> [Action item] The answer must be a word-for-word copy of the records below, with every picture left out.

> [Stored records]

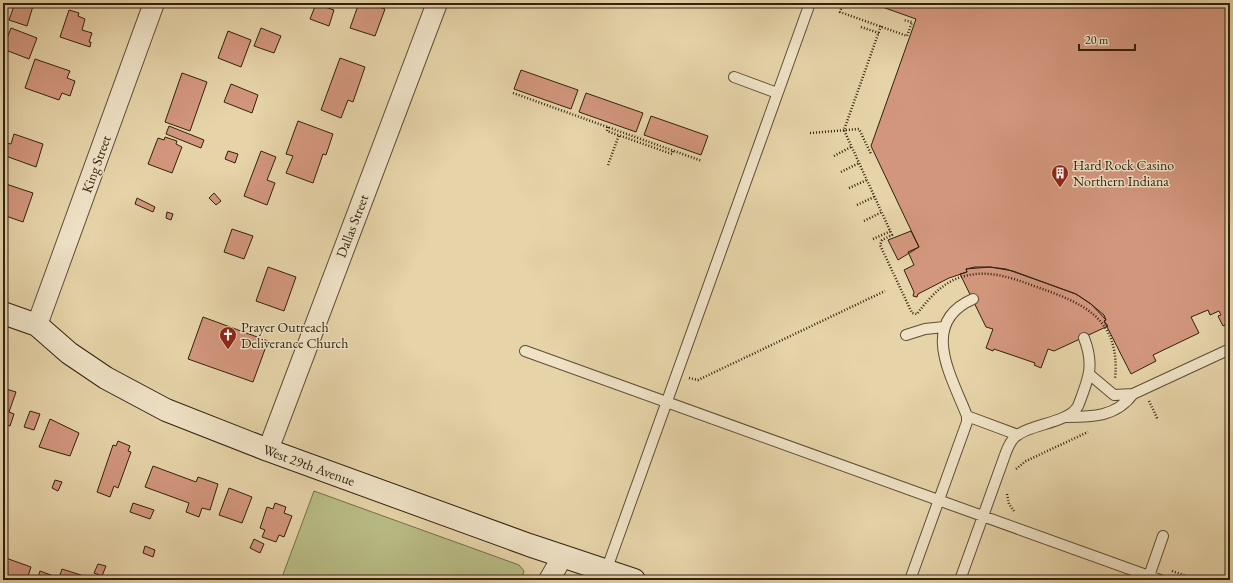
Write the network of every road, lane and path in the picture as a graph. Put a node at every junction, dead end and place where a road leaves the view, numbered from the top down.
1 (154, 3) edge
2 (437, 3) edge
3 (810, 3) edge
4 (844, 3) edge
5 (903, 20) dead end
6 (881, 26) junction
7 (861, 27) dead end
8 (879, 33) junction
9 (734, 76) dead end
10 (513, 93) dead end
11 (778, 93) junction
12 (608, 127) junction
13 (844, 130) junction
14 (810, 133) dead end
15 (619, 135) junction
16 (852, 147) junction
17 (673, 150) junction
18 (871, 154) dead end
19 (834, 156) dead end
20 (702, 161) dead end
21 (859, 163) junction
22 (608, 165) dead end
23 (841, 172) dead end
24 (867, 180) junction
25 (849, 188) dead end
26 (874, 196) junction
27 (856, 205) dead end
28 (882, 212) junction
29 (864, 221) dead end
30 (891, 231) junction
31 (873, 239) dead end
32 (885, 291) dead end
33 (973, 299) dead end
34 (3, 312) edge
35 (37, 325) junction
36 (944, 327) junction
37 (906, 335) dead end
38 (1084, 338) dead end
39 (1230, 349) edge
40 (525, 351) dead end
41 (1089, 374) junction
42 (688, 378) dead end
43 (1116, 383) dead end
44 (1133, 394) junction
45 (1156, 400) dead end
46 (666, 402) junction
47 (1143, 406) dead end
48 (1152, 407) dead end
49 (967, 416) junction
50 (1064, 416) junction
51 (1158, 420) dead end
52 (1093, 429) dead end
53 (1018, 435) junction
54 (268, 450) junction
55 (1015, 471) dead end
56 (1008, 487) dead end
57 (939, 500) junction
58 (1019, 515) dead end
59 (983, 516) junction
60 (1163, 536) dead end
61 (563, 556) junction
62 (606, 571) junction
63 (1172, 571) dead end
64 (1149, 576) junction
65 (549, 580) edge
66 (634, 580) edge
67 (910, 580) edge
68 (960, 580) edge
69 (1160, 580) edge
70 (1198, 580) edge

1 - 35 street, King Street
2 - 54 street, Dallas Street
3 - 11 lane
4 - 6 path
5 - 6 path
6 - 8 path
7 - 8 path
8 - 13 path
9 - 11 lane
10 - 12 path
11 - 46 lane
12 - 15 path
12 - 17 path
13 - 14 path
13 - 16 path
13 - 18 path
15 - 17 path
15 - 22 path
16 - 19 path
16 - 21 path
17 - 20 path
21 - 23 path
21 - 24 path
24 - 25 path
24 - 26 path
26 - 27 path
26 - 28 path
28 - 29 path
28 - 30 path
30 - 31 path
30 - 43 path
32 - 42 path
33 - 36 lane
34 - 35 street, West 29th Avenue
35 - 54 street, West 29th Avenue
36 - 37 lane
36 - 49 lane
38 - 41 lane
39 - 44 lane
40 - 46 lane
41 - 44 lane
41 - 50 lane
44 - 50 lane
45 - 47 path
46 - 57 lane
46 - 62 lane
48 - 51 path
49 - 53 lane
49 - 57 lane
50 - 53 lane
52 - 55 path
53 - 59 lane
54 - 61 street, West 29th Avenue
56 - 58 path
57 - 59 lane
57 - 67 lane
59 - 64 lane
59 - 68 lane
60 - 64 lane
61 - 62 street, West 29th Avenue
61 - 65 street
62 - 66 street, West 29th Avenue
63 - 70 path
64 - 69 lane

> [Completed task]
Write the network of every road, lane and path in the picture as a graph. Put a node at every junction, dead end and place where a road leaves the view, numbered from the top down.
1 (154, 3) edge
2 (437, 3) edge
3 (810, 3) edge
4 (844, 3) edge
5 (903, 20) dead end
6 (881, 26) junction
7 (861, 27) dead end
8 (879, 33) junction
9 (734, 76) dead end
10 (513, 93) dead end
11 (778, 93) junction
12 (608, 127) junction
13 (844, 130) junction
14 (810, 133) dead end
15 (619, 135) junction
16 (852, 147) junction
17 (673, 150) junction
18 (871, 154) dead end
19 (834, 156) dead end
20 (702, 161) dead end
21 (859, 163) junction
22 (608, 165) dead end
23 (841, 172) dead end
24 (867, 180) junction
25 (849, 188) dead end
26 (874, 196) junction
27 (856, 205) dead end
28 (882, 212) junction
29 (864, 221) dead end
30 (891, 231) junction
31 (873, 239) dead end
32 (885, 291) dead end
33 (973, 299) dead end
34 (3, 312) edge
35 (37, 325) junction
36 (944, 327) junction
37 (906, 335) dead end
38 (1084, 338) dead end
39 (1230, 349) edge
40 (525, 351) dead end
41 (1089, 374) junction
42 (688, 378) dead end
43 (1116, 383) dead end
44 (1133, 394) junction
45 (1156, 400) dead end
46 (666, 402) junction
47 (1143, 406) dead end
48 (1152, 407) dead end
49 (967, 416) junction
50 (1064, 416) junction
51 (1158, 420) dead end
52 (1093, 429) dead end
53 (1018, 435) junction
54 (268, 450) junction
55 (1015, 471) dead end
56 (1008, 487) dead end
57 (939, 500) junction
58 (1019, 515) dead end
59 (983, 516) junction
60 (1163, 536) dead end
61 (563, 556) junction
62 (606, 571) junction
63 (1172, 571) dead end
64 (1149, 576) junction
65 (549, 580) edge
66 (634, 580) edge
67 (910, 580) edge
68 (960, 580) edge
69 (1160, 580) edge
70 (1198, 580) edge

1 - 35 street, King Street
2 - 54 street, Dallas Street
3 - 11 lane
4 - 6 path
5 - 6 path
6 - 8 path
7 - 8 path
8 - 13 path
9 - 11 lane
10 - 12 path
11 - 46 lane
12 - 15 path
12 - 17 path
13 - 14 path
13 - 16 path
13 - 18 path
15 - 17 path
15 - 22 path
16 - 19 path
16 - 21 path
17 - 20 path
21 - 23 path
21 - 24 path
24 - 25 path
24 - 26 path
26 - 27 path
26 - 28 path
28 - 29 path
28 - 30 path
30 - 31 path
30 - 43 path
32 - 42 path
33 - 36 lane
34 - 35 street, West 29th Avenue
35 - 54 street, West 29th Avenue
36 - 37 lane
36 - 49 lane
38 - 41 lane
39 - 44 lane
40 - 46 lane
41 - 44 lane
41 - 50 lane
44 - 50 lane
45 - 47 path
46 - 57 lane
46 - 62 lane
48 - 51 path
49 - 53 lane
49 - 57 lane
50 - 53 lane
52 - 55 path
53 - 59 lane
54 - 61 street, West 29th Avenue
56 - 58 path
57 - 59 lane
57 - 67 lane
59 - 64 lane
59 - 68 lane
60 - 64 lane
61 - 62 street, West 29th Avenue
61 - 65 street
62 - 66 street, West 29th Avenue
63 - 70 path
64 - 69 lane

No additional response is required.